Today, Gabriel Scott has showrooms in New York and London, where Richler is currently based. All the company’s pieces are handmade in a 30,000-square-foot studio in Montreal’s Garment District.
See these six Welles Reimagined capsule collaborations with the studio’s product descriptions below.
David Rockwell
This organic assemblage celebrates the Welles Chandelier’s classic geometric form, while creating a contemporary light fixture inspired by clusters found in nature, such as crystals, chemical compounds, and clouds. The hollowed glass polygons act as metallic light points that come together at varying heights and dimensions to form a floating light cluster. “We experimented with volume, color, texture, and scale to create organic assemblages of light that have a dramatic impact on the atmosphere and our perception of space,” Rockwell said.
Kelly Hoppen
Crafted from white clay, the Kelly Hoppen capsule collection comprises a single flush-mount sconce suitable for both wall and ceiling installation, a pendant light, a single sconce on a banded arm, and the Welles Long Chandelier in three sizes. The overall form has been scaled down to create a more delicate aesthetic. “When I was asked to [collaborate] … instantly I knew I wanted it to be a chalk white, clay, very organic piece, because that would make it incredibly different from anything Gabriel Scott had done before,” Hoppen said.
Alessandro Munge
Infusing dynamic and bold fashion references inspired by rhythmic dance, this collection includes an eight-module chandelier, a 12-module central chandelier, a larger 18-module chandelier, and an arm sconce. The fixture’s modular qualities enable it to extend for extra tall ceilings and multiply for larger spaces.

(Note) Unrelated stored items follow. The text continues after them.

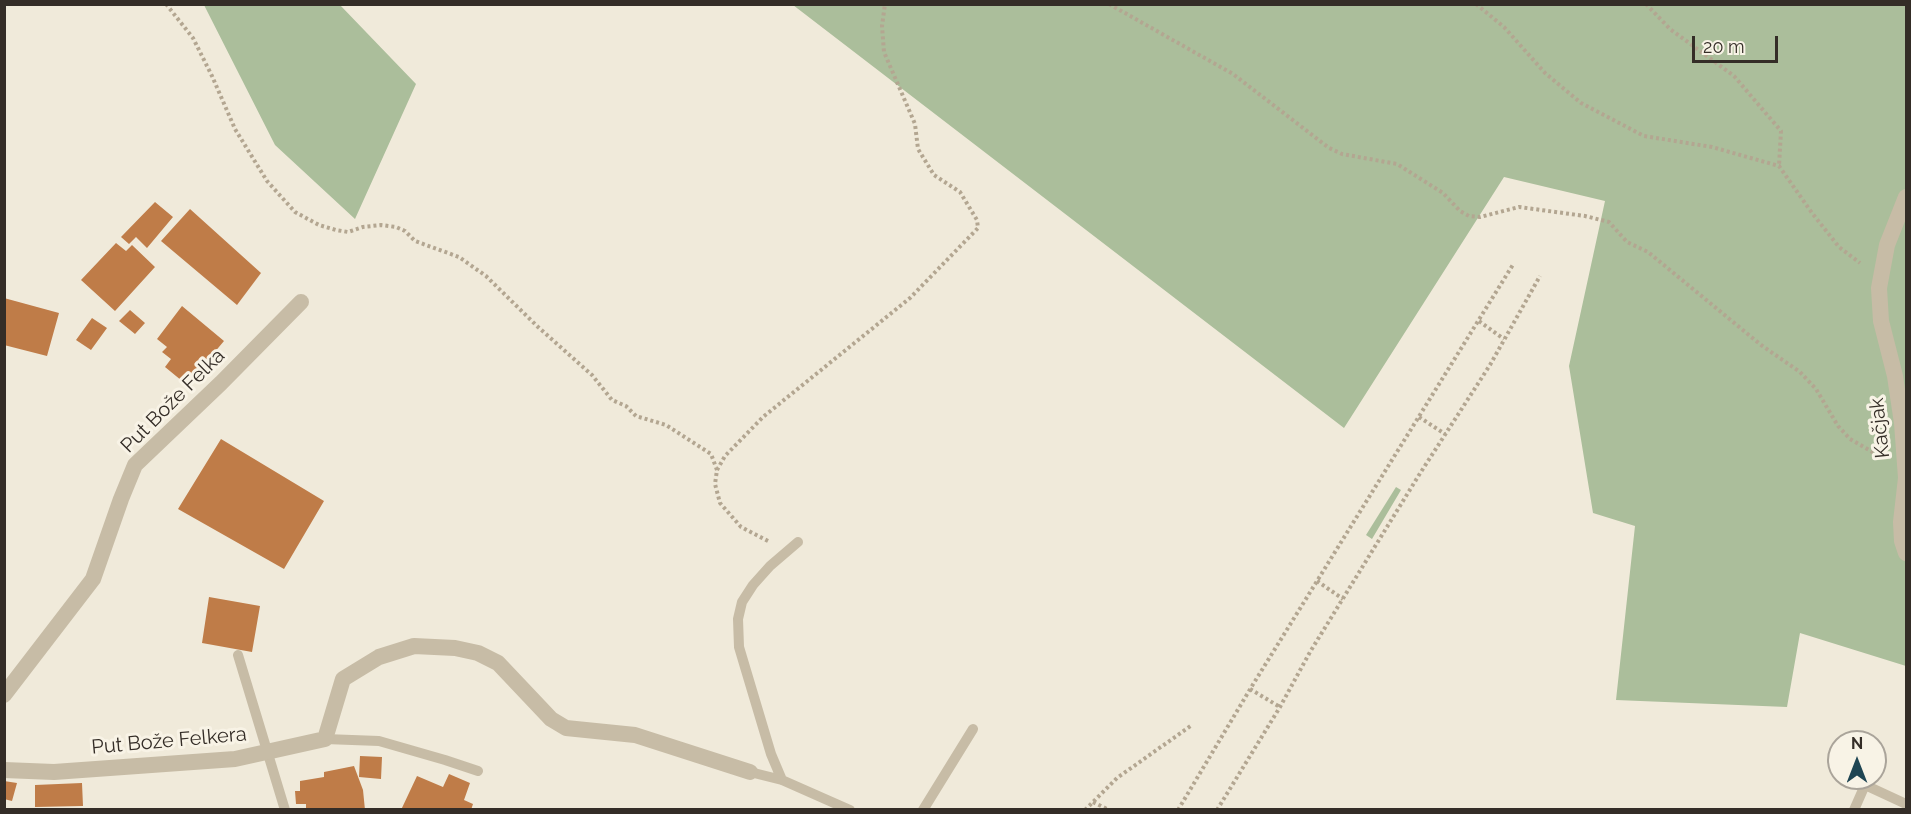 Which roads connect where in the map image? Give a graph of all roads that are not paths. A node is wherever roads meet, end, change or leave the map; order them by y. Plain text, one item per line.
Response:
1 (1906, 197) edge
2 (301, 302) dead end
3 (1906, 470) edge
4 (798, 542) dead end
5 (1906, 553) edge
6 (238, 655) dead end
7 (4, 695) edge
8 (973, 729) dead end
9 (326, 740) junction
10 (268, 752) junction
11 (4, 770) edge
12 (478, 771) dead end
13 (750, 772) joint
14 (782, 780) junction
15 (1906, 804) edge
16 (285, 810) edge
17 (850, 810) edge
18 (923, 810) edge
19 (1854, 810) edge

1 - 3 street, Kačjak
2 - 7 street, Put Bože Felka
3 - 5 street, Kačjak
4 - 14 lane
6 - 10 lane
8 - 18 lane
9 - 10 street, Put Bože Felkera
9 - 12 lane
9 - 13 street
10 - 11 street, Put Bože Felkera
10 - 16 lane
13 - 14 lane
14 - 17 lane
15 - 19 lane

“[T]he Welles … felt like a sculptural piece of art. So, we drew inspiration from couture fashion, from dance, and when we immersed ourselves in this world, we thought about deconstructing the original piece and rebuilding it in a completely different way,” Munge said.
Michelle Gerson
A floral element represents growth and bloom, alluding to a rebirth of the classic Gabriel Scott design. Gerson’s capsule collection includes a vertical sconce and small, medium, and large versions of a chandelier. “We tried to take a more geometric, modular, masculine type fixture and break it up and create what we thought would be blossoms, branches, and leaves,” Gerson said. “We mixed up the materiality a little by using mesh to create a lightness, we wanted it to feel spacey, alive, and happy.”
Sybille de Margerie
The elegant and smooth capsule collection shows a gradient composition from emptiness to full, with a variation of hollow and plain shapes. It comprises a sconce, cluster sconce, and a standard and smaller chandelier. All fixtures have padded vegan leather to create a subtle 3D effect and rounded corners for softness.

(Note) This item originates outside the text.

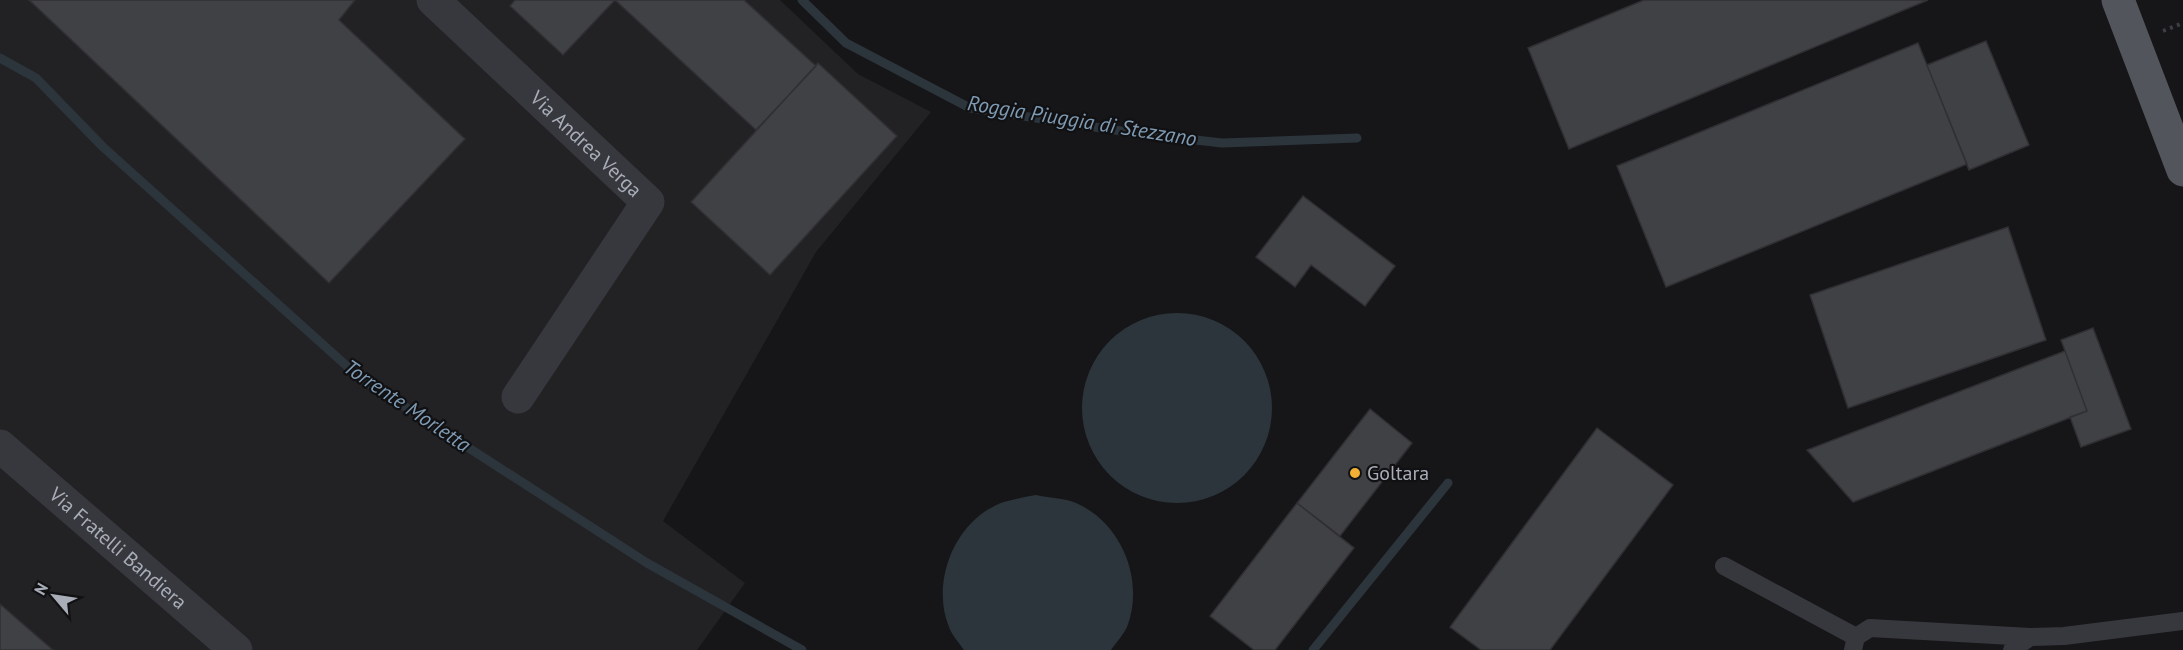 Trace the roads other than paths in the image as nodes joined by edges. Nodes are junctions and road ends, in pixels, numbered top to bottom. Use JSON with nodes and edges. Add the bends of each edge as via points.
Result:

Leather is a “very elegant finish and combined with a soft bronze, this is our vision of luxury, which is very understated,” de Margerie said.
Guan Lee
Illuminating with integrated lamps, this floor installation is made from POLiROCK, a new material developed by Material Architecture Lab. The fired clay, which acts somewhere between ceramic and rock, is made by recycling manufacturing waste. Shown as it appeared in Milan, it will be customized by Lee and the Gabriel Scott design team to deliver something bespoke that fits a client’s expectations, in line with the company’s ethos.
For his Welles Reimagined piece, Lee immediately envisioned a “contrasting material, so instead of something transparent, [I used] something solid that allows light to go through in a very particular way.”